The Economy, of course, is the negative factor. What do I mean by a negative factor? Well, I don't really think it drove people to vote yes, despite the Wall Street Journal's spin on this; it wasn't just that Irish people were scared and ran to Mummy. Rather, it was that Irish voters, now reassured by the guarantees and rather more clued in on the Treaty than last year, realised that this was no time for a protest vote. As the Irish Times put it, 'it finally came down to the economy and the ability of voters to distinguish between an unpopular Government and the issue of the treaty. The sophistication of the Irish electorate should never be underestimated.'

In other words, the economy didn't drive people to vote yes, but it did discourage them from voting no for frivolous reasons. If people voted no this time, they did so because they really don't like the Union. Sadly, the number who favour withdrawal seems to have risen from 9% to 18%. That's probably pretty much all the usual crowd, so. Their numbers have been pretty steady for the last twenty years.

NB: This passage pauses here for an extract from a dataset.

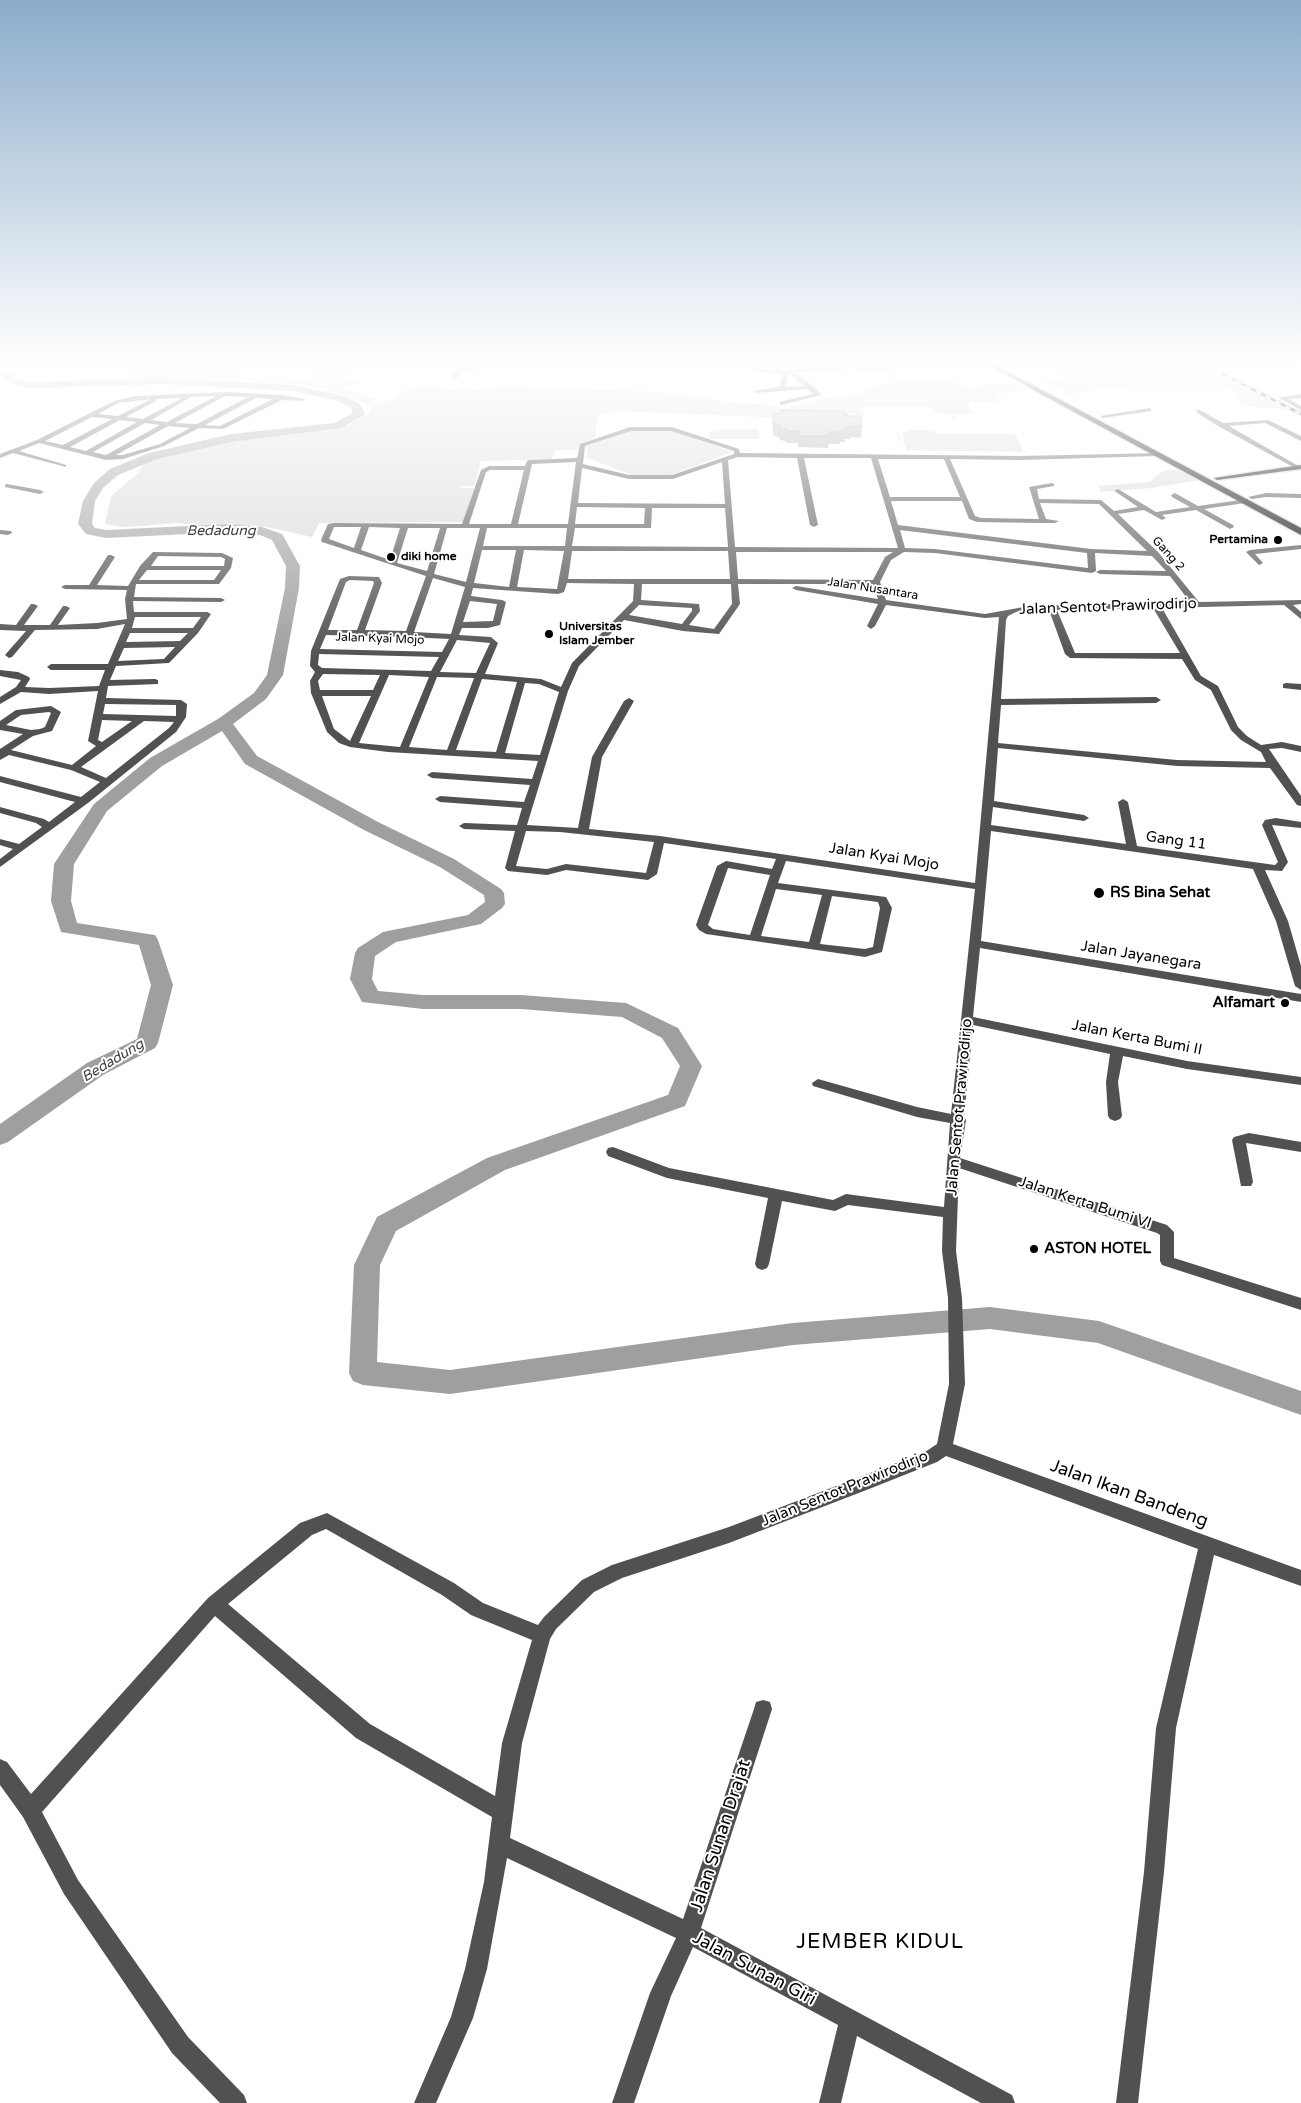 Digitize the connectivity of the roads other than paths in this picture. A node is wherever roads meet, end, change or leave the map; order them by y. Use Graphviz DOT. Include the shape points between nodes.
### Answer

Unfortunately, the fact that the Treaty had to be voted on twice has almost certainly caused this development. It hasn't looked good, although we have a long tradition of revisiting issues in referendums, what with the possibility of adopting a first-past-the-post voting system being voted on twice, divorce also being voted on twice, and abortion being voted on three times.

Still, the Constitution has changed now, and anyone who warbles about 'best out of three' might be better off thinking of this as a European tie, where it's one-all, but decided on goal difference, where the Yes Side scored 1,966,719 while the No Side managed a credible 1,457,021. Hmmm. That may not help.